→ **Task requirements**: Only the pictures should be left out; write out all other data exactly.

—————

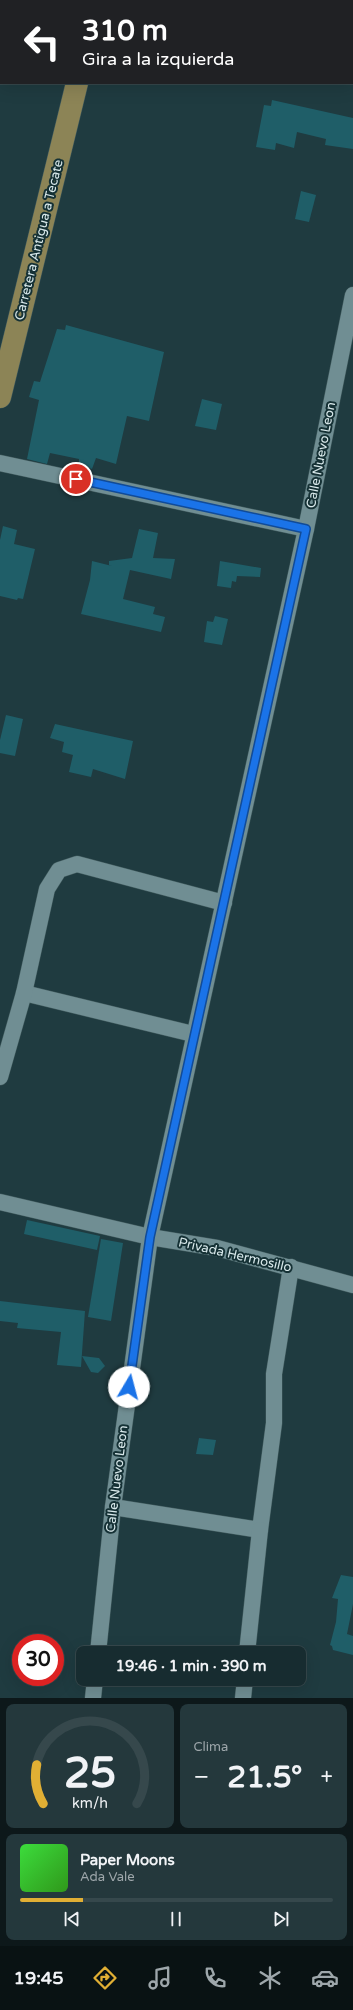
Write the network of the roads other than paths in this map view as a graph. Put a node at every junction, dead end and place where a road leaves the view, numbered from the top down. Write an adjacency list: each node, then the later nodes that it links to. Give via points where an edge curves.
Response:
1 (77, 84): 3 (main road, Carretera Antigua a Tecate)
2 (353, 295): 5 (street, Calle Nuevo Leon)
3 (0, 397)
4 (0, 462): 5 (street)
5 (306, 529): 6 (street, Calle Nuevo Leon)
6 (224, 903): 7 (street, via 77,864 60,870 47,889); 8 (street, Calle Nuevo Leon)
7 (24, 993): 8 (street); 9 (street)
8 (193, 1034): 11 (street, Calle Nuevo Leon)
9 (0, 1077)
10 (0, 1202): 11 (street, Privada Hermosillo)
11 (150, 1237): 12 (street, Privada Hermosillo, via 217,1248); 14 (street, Calle Nuevo Leon)
12 (291, 1267): 13 (street, Privada Hermosillo); 15 (street, via 274,1374 274,1423)
13 (353, 1285)
14 (113, 1507): 15 (street); 16 (street, Calle Nuevo Leon)
15 (260, 1530): 17 (street)
16 (99, 1646)
17 (248, 1646)
18 (94, 1686): 20 (street)
19 (244, 1686): 21 (street)
20 (93, 1698)
21 (243, 1698)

—————

→ **Worked solution**:
Write the network of the roads other than paths in this map view as a graph. Put a node at every junction, dead end and place where a road leaves the view, numbered from the top down. Write an adjacency list: each node, then the later nodes that it links to. Give via points where an edge curves.
Response:
1 (77, 84): 3 (main road, Carretera Antigua a Tecate)
2 (353, 295): 5 (street, Calle Nuevo Leon)
3 (0, 397)
4 (0, 462): 5 (street)
5 (306, 529): 6 (street, Calle Nuevo Leon)
6 (224, 903): 7 (street, via 77,864 60,870 47,889); 8 (street, Calle Nuevo Leon)
7 (24, 993): 8 (street); 9 (street)
8 (193, 1034): 11 (street, Calle Nuevo Leon)
9 (0, 1077)
10 (0, 1202): 11 (street, Privada Hermosillo)
11 (150, 1237): 12 (street, Privada Hermosillo, via 217,1248); 14 (street, Calle Nuevo Leon)
12 (291, 1267): 13 (street, Privada Hermosillo); 15 (street, via 274,1374 274,1423)
13 (353, 1285)
14 (113, 1507): 15 (street); 16 (street, Calle Nuevo Leon)
15 (260, 1530): 17 (street)
16 (99, 1646)
17 (248, 1646)
18 (94, 1686): 20 (street)
19 (244, 1686): 21 (street)
20 (93, 1698)
21 (243, 1698)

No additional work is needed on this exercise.